Mr Flook, the boat and dock supervisor at BIOS in Ferry Reach, St George’s, said: “It’s just really interesting as a story.
“The eel hatches in salt water, swims all the way to North America or Europe and swims all the way against the water up a freshwater river, where it lives most of its life.
“The eels then stop feeding, swim all the way back to the Sargasso Sea, find a mate, spawn, and then die.
“It’s just one of those mysteries. We’ll never be able to know everything, but it would be cool to crack it.”
BIOS has no specific research programme designed to track down the nursery of the eels, which sometimes show up in the research station’s plankton nets.
But the research centre works with researchers who come to Bermuda to study the eels and attempt to find their breeding grounds.
Mr Flook said: “We’re the closest landmass to where the spawning happens, which makes us part of the uniqueness of the Sargasso Sea as this mystical special place.”
He had sometimes gone trawling for the larvae of the eels, which were once abundant in Bermuda’s wetlands.
Mr Flook said: “There’s a history of them being present in places like Spittal Pond and Mills Creek. I haven’t seen them in years.
“There’s been so much habitat change and environmental change.”
The eels are a lucrative global fishery and Mr Flook said a better understanding of how they spawned would help in conservation management.

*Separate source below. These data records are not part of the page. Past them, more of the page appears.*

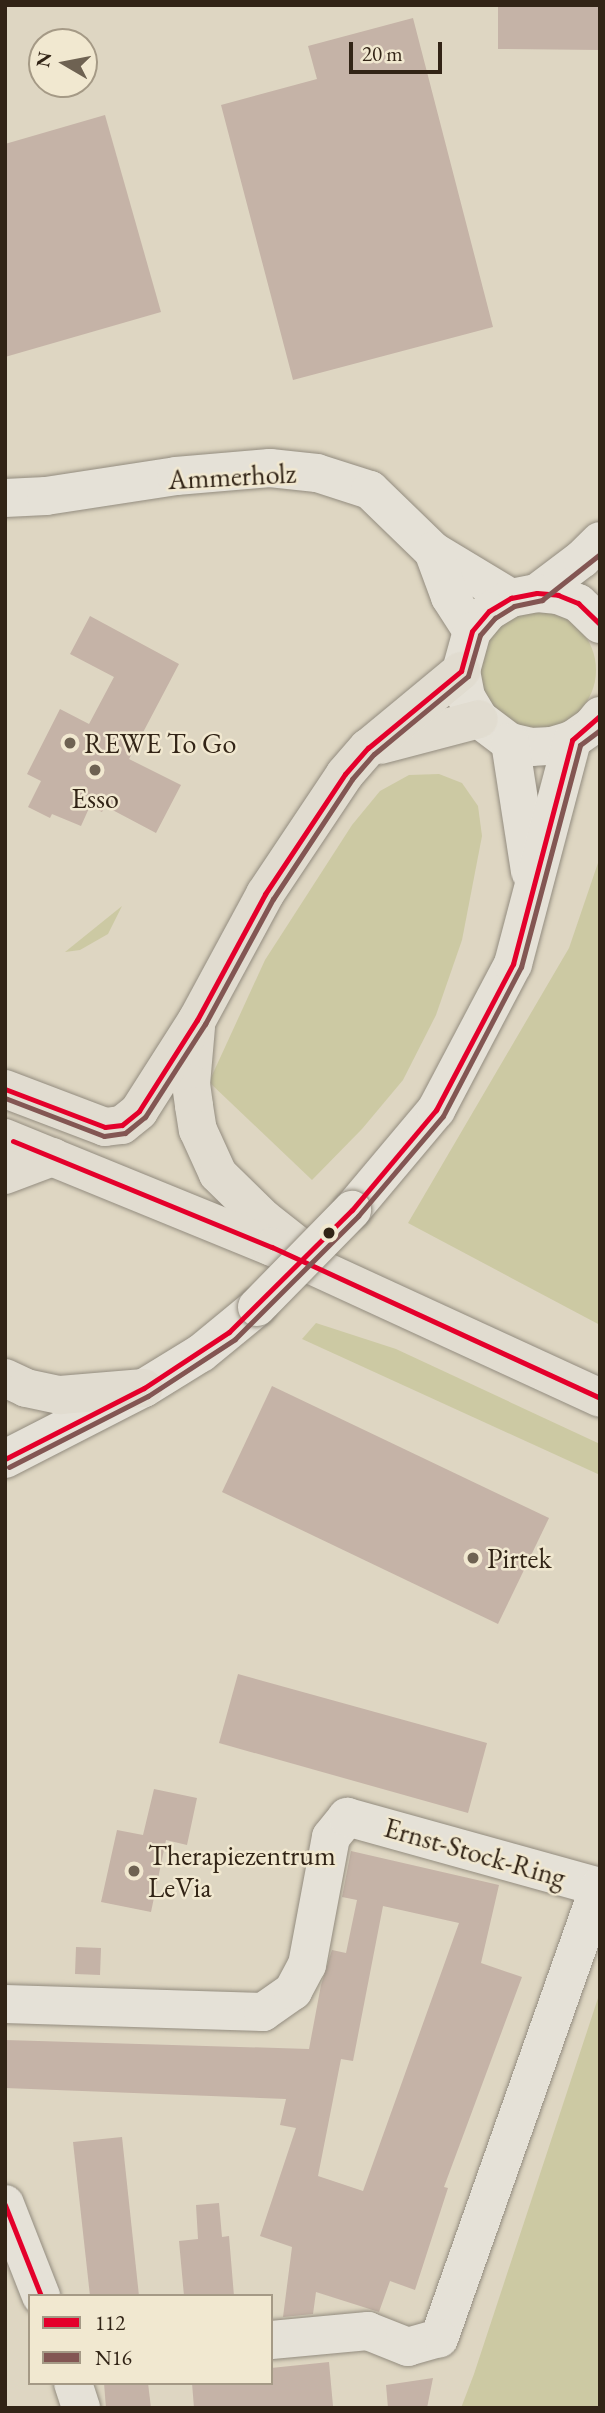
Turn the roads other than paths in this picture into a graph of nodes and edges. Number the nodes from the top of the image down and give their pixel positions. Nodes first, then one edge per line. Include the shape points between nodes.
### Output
1 (5, 498) edge
2 (600, 541) edge
3 (433, 551) junction
4 (524, 596) junction
5 (598, 614) edge
6 (472, 631) junction
7 (461, 671) junction
8 (479, 719) junction
9 (586, 728) edge
10 (510, 742) junction
11 (368, 748) junction
12 (532, 888) junction
13 (197, 1020) junction
14 (5, 1088) edge
15 (5, 1138) edge
16 (54, 1157) junction
17 (5, 1175) edge
18 (337, 1276) junction
19 (5, 1378) edge
20 (144, 1388) junction
21 (600, 1398) edge
22 (5, 1459) edge
23 (5, 2004) edge
24 (5, 2204) edge
25 (40, 2294) edge
26 (273, 2340) edge
27 (75, 2385) edge
28 (81, 2408) edge

1 - 3 street, Ammerholz via 270,468 317,473 370,490
2 - 4 street via 582,559
3 - 4 street, Ammerholz
3 - 6 street, Ammerholz via 450,597
4 - 5 street, Ammerholz via 558,595
4 - 6 street via 489,611
6 - 7 street
7 - 8 street via 466,697
7 - 11 highway
8 - 10 street
8 - 11 highway
9 - 10 street via 552,746
9 - 12 street
10 - 12 street
11 - 13 highway via 265,894
12 - 20 street, bridge via 513,964 436,1110 352,1210 257,1307 201,1353
13 - 14 highway via 139,1111 122,1125 104,1127
13 - 18 highway via 191,1084 198,1130 218,1174 264,1219
15 - 16 highway
16 - 17 highway
16 - 18 highway
18 - 21 highway
19 - 20 highway via 60,1395
20 - 22 street
23 - 26 street, Ernst-Stock-Ring via 263,2012 293,1991 307,1965 331,1837 347,1817 599,1887 439,2338 408,2347 368,2331
24 - 25 street
27 - 28 street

He added that technological advances were “zooming ahead” and the secret might eventually be cracked.
But Mr Flook said he was prepared to hazard a guess at where the eel breeding grounds might be.
He added: “I think the spawning grounds are a little to the east of us.
“That’s where a lot of people seem to be interested in both the European eel and the American eel.”
He said, however, that not everyone wanted to see the mystery solved.
“Some people want it to be cracked and some don’t. It would be cool to know what makes these eels do what they do.
“But at the same time, it’s nice to have these mysteries. There’s a real mystique to it all.”